Go through the records, and copy each line in which the string "Sandyknowes" is present.
[RECORDS SHOWN — start]
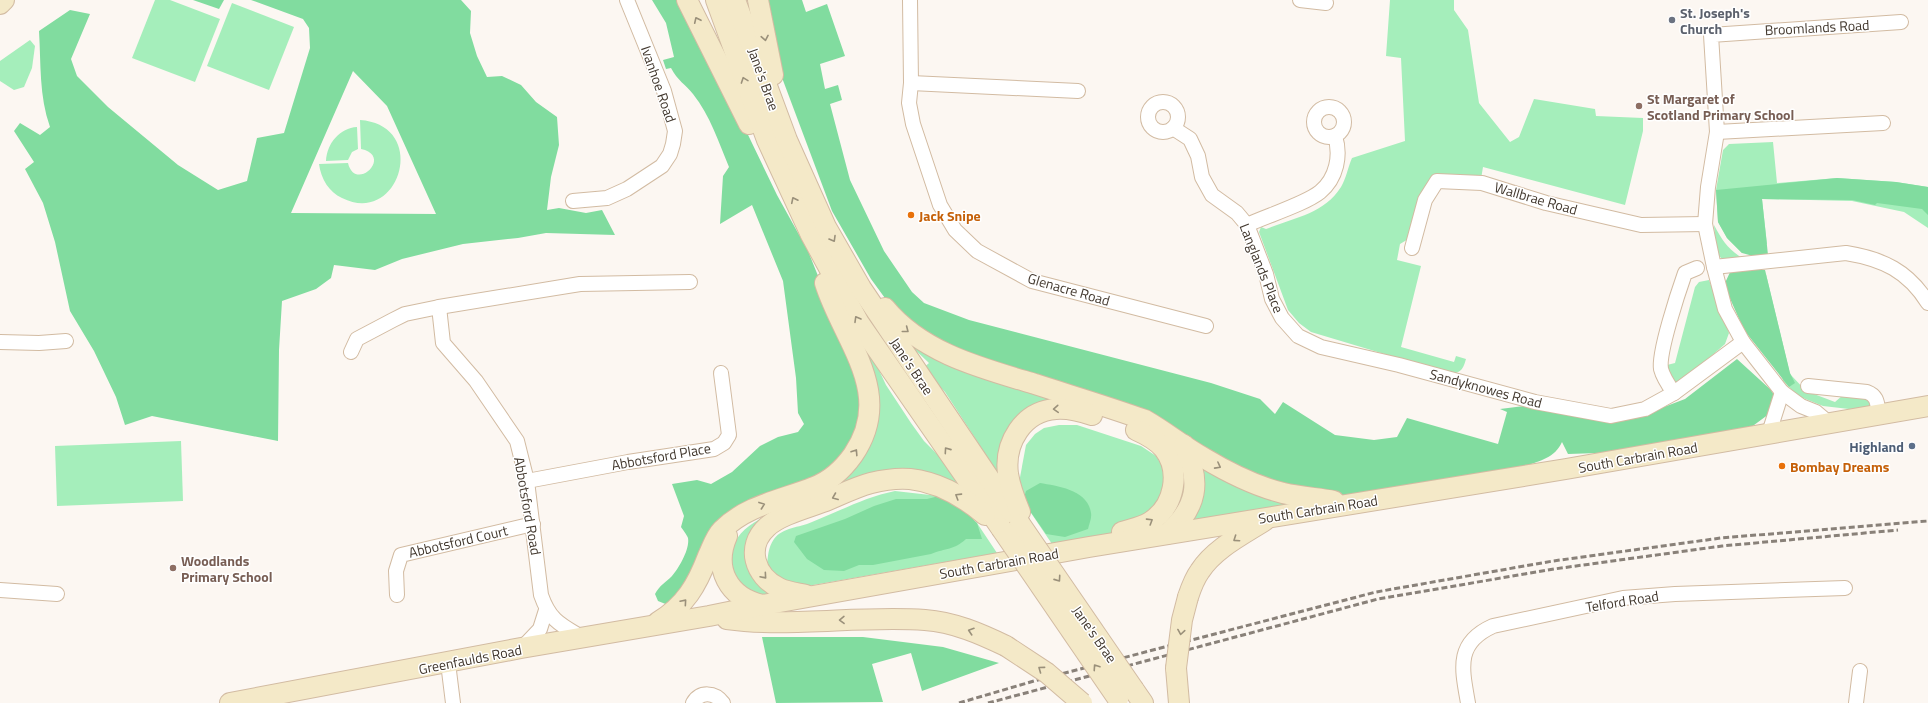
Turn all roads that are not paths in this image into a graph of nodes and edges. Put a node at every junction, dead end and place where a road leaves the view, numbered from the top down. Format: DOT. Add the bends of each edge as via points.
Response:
graph roads {
  1 [pos="4,0"];
  2 [pos="627,0"];
  3 [pos="687,0"];
  4 [pos="716,0"];
  5 [pos="736,0"];
  6 [pos="758,0"];
  7 [pos="910,0"];
  8 [pos="1300,0"];
  9 [pos="1326,2"];
  10 [pos="0,4"];
  11 [pos="1900,22"];
  12 [pos="911,83"];
  13 [pos="1078,92"];
  14 [pos="1883,123"];
  15 [pos="1173,128"];
  16 [pos="1717,132"];
  17 [pos="1335,136"];
  18 [pos="787,140"];
  19 [pos="778,168"];
  20 [pos="573,201"];
  21 [pos="1247,224"];
  22 [pos="1705,224"];
  23 [pos="811,235"];
  24 [pos="1412,248"];
  25 [pos="844,259"];
  26 [pos="1714,267"];
  27 [pos="1697,268"];
  28 [pos="690,282"];
  29 [pos="1928,303"];
  30 [pos="439,307"];
  31 [pos="1206,326"];
  32 [pos="1298,336"];
  33 [pos="66,341"];
  34 [pos="0,342"];
  35 [pos="1743,342"];
  36 [pos="351,352"];
  37 [pos="721,373"];
  38 [pos="1808,386"];
  39 [pos="1782,392"];
  40 [pos="1674,394"];
  41 [pos="1928,406"];
  42 [pos="1879,414"];
  43 [pos="1829,423"];
  44 [pos="1769,433"];
  45 [pos="1184,446"];
  46 [pos="527,481"];
  47 [pos="1357,504"];
  48 [pos="1269,517"];
  49 [pos="533,524"];
  50 [pos="729,524"];
  51 [pos="1020,524"];
  52 [pos="1001,528"];
  53 [pos="1167,534"];
  54 [pos="1089,547"];
  55 [pos="1845,588"];
  56 [pos="0,590"];
  57 [pos="57,594"];
  58 [pos="397,595"];
  59 [pos="814,597"];
  60 [pos="763,605"];
  61 [pos="546,610"];
  62 [pos="709,616"];
  63 [pos="653,625"];
  64 [pos="584,638"];
  65 [pos="521,648"];
  66 [pos="448,663"];
  67 [pos="1860,671"];
  68 [pos="1129,699"];
  69 [pos="230,703"];
  70 [pos="453,703"];
  71 [pos="693,703"];
  72 [pos="723,703"];
  73 [pos="1082,703"];
  74 [pos="1179,703"];
  75 [pos="1468,703"];
  76 [pos="1856,703"];
  1 -- 10 [label="main road"];
  2 -- 20 [label="street, Ivanhoe Road" via="664,92 675,131 673,144 662,166 627,189 607,198"];
  19 -- 3 [label="main road, one-way" via="747,120"];
  19 -- 4 [label="main road, Jane's Brae, one-way"];
  5 -- 18 [label="main road, Jane's Brae"];
  6 -- 18 [label="main road, one-way"];
  7 -- 12 [label="street, Glenacre Road"];
  8 -- 9 [label="street"];
  11 -- 16 [label="street, Broomlands Road" via="1711,35"];
  12 -- 13 [label="street"];
  12 -- 31 [label="street, Glenacre Road" via="909,103 913,124 940,205 955,230 977,251 1032,281"];
  14 -- 16 [label="street"];
  15 -- 21 [label="street, Langlands Place" via="1190,139 1198,156 1202,177 1212,195 1237,213"];
  16 -- 22 [label="street, Broomlands Road"];
  17 -- 21 [label="street" via="1339,148 1335,172 1321,192"];
  18 -- 25 [label="main road, Jane's Brae, one-way"];
  23 -- 19 [label="main road, Jane's Brae, one-way"];
  21 -- 32 [label="street, Langlands Place" via="1266,274 1272,299 1282,318"];
  22 -- 24 [label="street, Wallbrae Road" via="1641,226 1546,203 1482,183 1437,181 1426,200"];
  22 -- 26 [label="street, Broomlands Road"];
  50 -- 23 [label="main road, one-way" via="745,512 816,487 830,479 841,470 857,449 868,424 870,410 862,365 830,295"];
  52 -- 23 [label="main road, Jane's Brae, one-way" via="859,324"];
  25 -- 45 [label="main road, one-way" via="901,325 930,346 969,363 1145,420"];
  25 -- 51 [label="main road, Jane's Brae" via="941,409"];
  26 -- 29 [label="street" via="1846,253 1864,256 1901,272 1919,288"];
  26 -- 35 [label="street, Broomlands Road" via="1725,310"];
  27 -- 40 [label="street" via="1685,272 1663,347 1661,368"];
  28 -- 30 [label="street" via="580,284"];
  30 -- 36 [label="street" via="405,314 393,320 357,339"];
  30 -- 46 [label="street, Abbotsford Road" via="443,343 476,381 517,441"];
  32 -- 40 [label="street, Sandyknowes Road" via="1321,347 1399,365 1466,385 1534,402 1611,416 1645,409"];
  33 -- 34 [label="street"];
  35 -- 39 [label="street, Broomlands Road"];
  35 -- 40 [label="street, Sandyknowes Road"];
  37 -- 46 [label="street, Abbotsford Place" via="729,435 724,444 714,449"];
  38 -- 42 [label="street" via="1867,392 1876,399"];
  39 -- 43 [label="street, Broomlands Road" via="1801,406 1816,412"];
  39 -- 44 [label="street"];
  41 -- 42 [label="main road, South Carbrain Road"];
  42 -- 43 [label="main road, South Carbrain Road"];
  43 -- 44 [label="main road, South Carbrain Road"];
  44 -- 47 [label="main road, South Carbrain Road"];
  45 -- 47 [label="main road, one-way" via="1262,487 1283,493"];
  45 -- 53 [label="main road" via="1191,458 1195,479 1193,499 1183,518"];
  46 -- 49 [label="street, Abbotsford Road"];
  47 -- 48 [label="main road, South Carbrain Road"];
  48 -- 53 [label="main road, South Carbrain Road"];
  48 -- 74 [label="main road, one-way, bridge" via="1223,548 1207,562 1195,580 1182,620 1176,668"];
  49 -- 58 [label="street, Abbotsford Court" via="401,555 396,571"];
  49 -- 61 [label="street, Abbotsford Road" via="541,596"];
  50 -- 60 [label="main road" via="720,559 724,575 734,590 745,599"];
  63 -- 50 [label="main road, one-way" via="685,602 698,581 716,538"];
  54 -- 51 [label="main road, one-way" via="1151,521 1164,509 1173,490 1173,468 1163,448 1154,440 1125,425 1068,409 1045,410 1027,420 1014,436 1008,461 1008,474 1020,512"];
  51 -- 68 [label="main road, Jane's Brae, one-way, bridge"];
  52 -- 59 [label="main road, one-way" via="968,502 949,490 932,484 910,479 870,483 775,521 760,535 754,554 761,575 780,588"];
  68 -- 52 [label="main road, Jane's Brae, one-way, bridge"];
  53 -- 54 [label="main road, South Carbrain Road"];
  54 -- 59 [label="main road, South Carbrain Road"];
  55 -- 75 [label="street, Telford Road" via="1623,598 1493,626 1480,632 1472,640 1462,660"];
  56 -- 57 [label="street"];
  59 -- 60 [label="main road, South Carbrain Road"];
  60 -- 62 [label="main road, South Carbrain Road"];
  61 -- 64 [label="street" via="554,619"];
  61 -- 65 [label="street" via="540,629"];
  62 -- 63 [label="main road, Greenfaulds Road"];
  73 -- 62 [label="main road, one-way, bridge" via="1047,673 1006,646 951,624 926,620 755,621"];
  63 -- 64 [label="main road, Greenfaulds Road"];
  64 -- 65 [label="main road, Greenfaulds Road"];
  65 -- 66 [label="main road, Greenfaulds Road"];
  66 -- 69 [label="main road, Greenfaulds Road"];
  66 -- 70 [label="street"];
  67 -- 76 [label="street"];
  71 -- 72 [label="street" via="699,697 709,694 719,698"];
}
[RECORDS SHOWN — finish]
# ANSWER BOX:
  32 -- 40 [label="street, Sandyknowes Road" via="1321,347 1399,365 1466,385 1534,402 1611,416 1645,409"];
  35 -- 40 [label="street, Sandyknowes Road"];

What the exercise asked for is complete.